Men were the middle classes in India long ago. They had the disposable income, and they sought out products from abroad, a gift to India’s leaders. The T. Suzuki classiccc car was (and still is) manufactured by a firm in Gujarat, and the back seats are removed in Gujarat, and covered with wrapping paper, in the western city of Mumbai.
Here, too, back-seat wrapping is not all that is in the economy of the auto. The salesman talks enthusiastically about the genie in the bottle quality of the male behind the wheel, and about the greed that men have about one another, and about pressure points in their affairs that they need to address. Men might need a fresh haircut or fit a pair of fitness socks, but they also need to buy a new TV or washing machine. It is their business, or else no one’s business.
I mention this because Menon uses this phrase, “damage control”, when discussing a problem in India today – a problem that needs to be fixed. Here in the UK, it is my duty to break this word down. What Menon is saying is that the problem in India is that people keep picking up and moving around for an unhealthy long time, and that it is their business, their responsibility, and their duty to fix it, because we can’t move around in our narrow clothes any more.
I choose not to use that term “unhealthy” when talking about men. Men in India need to take care of themselves. They are not ready for any untouchable guy who exists in the west, don’t you think? (I’ve got to give it to the old fashion purists and proper old-school men – they do exactly what men in the west do: they keep the formality of the men’s movement as their own. Their motherends are out, but only so they can make reference to them after 100 years.)
If you are Indian, you do need to be unhealthy: that’s the “athletic passivation” you have to have in your life if you want to look good, if you want to be healthy, if you want to be part of a system that will help keep you healthy. You don’t want to keep travelling on you old number two car, and buying unwanted clothes and CDs – I’ve got to give it to the old-fashioned purists in the west as well. You are the ones who keep growing.

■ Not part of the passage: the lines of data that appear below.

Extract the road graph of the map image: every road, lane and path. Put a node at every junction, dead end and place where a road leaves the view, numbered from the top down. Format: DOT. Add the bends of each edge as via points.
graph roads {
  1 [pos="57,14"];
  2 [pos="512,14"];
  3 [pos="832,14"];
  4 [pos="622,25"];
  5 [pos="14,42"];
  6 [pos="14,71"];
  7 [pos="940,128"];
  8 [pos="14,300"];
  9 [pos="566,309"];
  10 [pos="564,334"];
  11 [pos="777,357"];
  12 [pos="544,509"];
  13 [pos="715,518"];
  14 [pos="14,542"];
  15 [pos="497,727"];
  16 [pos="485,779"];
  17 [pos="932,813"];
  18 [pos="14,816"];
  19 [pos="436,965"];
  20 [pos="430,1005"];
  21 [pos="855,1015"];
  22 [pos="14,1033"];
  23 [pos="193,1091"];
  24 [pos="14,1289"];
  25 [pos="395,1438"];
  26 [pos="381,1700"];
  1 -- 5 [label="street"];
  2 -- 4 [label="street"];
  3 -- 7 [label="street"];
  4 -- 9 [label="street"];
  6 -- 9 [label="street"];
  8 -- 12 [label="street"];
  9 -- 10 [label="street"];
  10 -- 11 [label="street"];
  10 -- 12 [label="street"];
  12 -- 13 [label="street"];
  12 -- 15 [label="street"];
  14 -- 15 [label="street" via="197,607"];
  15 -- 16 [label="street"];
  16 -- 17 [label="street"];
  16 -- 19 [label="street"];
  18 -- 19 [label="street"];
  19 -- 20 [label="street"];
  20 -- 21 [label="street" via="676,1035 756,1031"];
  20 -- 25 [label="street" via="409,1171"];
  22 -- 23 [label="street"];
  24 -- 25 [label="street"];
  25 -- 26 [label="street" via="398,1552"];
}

This can be hard work: it will take a willing commitment to this lifestyle. For a new culture to emerge in India, a new sexual and material sense of freedom and freedom of lifestyle is required: otherwise, it just won’t happen.
Men just have to learn that the cycle needs to be broken, that there’s only so much stuff to be made, that there are only so many women in India to be loving, protecting and caring about their children. They just have to learn that and stop smiling.